Falling

 

I have fallen five times in my life as an adult.

I can recite the place and year.

Actual hard physical falls.

Once I slipped and hit pavement really hard….
it requires several stitches over my left eye.

Stitches are something my body has had great experience with.

 

Another time I was pulling a vine out of the ground, it was not cooperative, so I used my legs and hips.

When the vine broke, I fell backwards off of the four foot waterfall in my backyard and fell onto the rocks and boulders in the creek below.

When I landed on my back I rested between two jagged and protruding boulders which could have broken or cracked important places in my spine.
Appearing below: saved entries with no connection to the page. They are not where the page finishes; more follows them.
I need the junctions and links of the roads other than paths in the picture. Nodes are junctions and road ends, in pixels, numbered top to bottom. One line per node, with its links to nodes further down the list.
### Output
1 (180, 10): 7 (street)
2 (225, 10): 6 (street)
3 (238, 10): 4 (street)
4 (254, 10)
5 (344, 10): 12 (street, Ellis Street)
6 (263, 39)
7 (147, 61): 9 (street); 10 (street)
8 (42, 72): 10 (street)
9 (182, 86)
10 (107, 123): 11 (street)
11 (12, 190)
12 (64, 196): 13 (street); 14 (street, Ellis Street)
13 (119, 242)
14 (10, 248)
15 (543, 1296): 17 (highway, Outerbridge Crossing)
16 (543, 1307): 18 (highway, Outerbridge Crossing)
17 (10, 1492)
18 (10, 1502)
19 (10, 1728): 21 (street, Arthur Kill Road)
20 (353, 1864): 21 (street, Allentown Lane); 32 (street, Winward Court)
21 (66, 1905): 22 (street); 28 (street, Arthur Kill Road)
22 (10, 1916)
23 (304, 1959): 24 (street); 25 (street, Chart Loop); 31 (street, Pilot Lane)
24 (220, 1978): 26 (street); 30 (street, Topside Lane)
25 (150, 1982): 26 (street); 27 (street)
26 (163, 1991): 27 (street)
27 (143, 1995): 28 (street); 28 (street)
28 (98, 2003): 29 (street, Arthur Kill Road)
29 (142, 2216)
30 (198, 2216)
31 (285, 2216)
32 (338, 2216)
I was between those jagged edges.

I lay there looking at each boulder,
realizing I felt no pain but was in awe that I landed where I did, having fallen blindly.

These falls were not laying down in green pastures.

They were full body hard falls.

But I was not injured with any long-lasting severity from any of them.

 

I have fallen spiritually more times than are described above …. and have been protected in seemingly greater ways than I was when I fell physically.

Gravity has pulled me to the Earth when I have physically lost my balance.

Bad decisions,
and the gravity of the weight which accompanies them,
have thrown me off of the proper path already laid out for me and dropped me to my knees and my face more times than I can count.

The shame of these falls and failings,
like the time I lay on my back in the creek between the boulders…                                  were terrifying and frightful…
but because of The Light that is a “lamp unto my feet and a light unto my path”…….

I have been kept from long-lasting and severe harm.

Just as the stitches,
of which I have had many,
heal my skin and leave only a small mark, if any trace at all…..
The Word which was spoken and written long ago constantly heals my heart and has redeemed the life I am blest to live.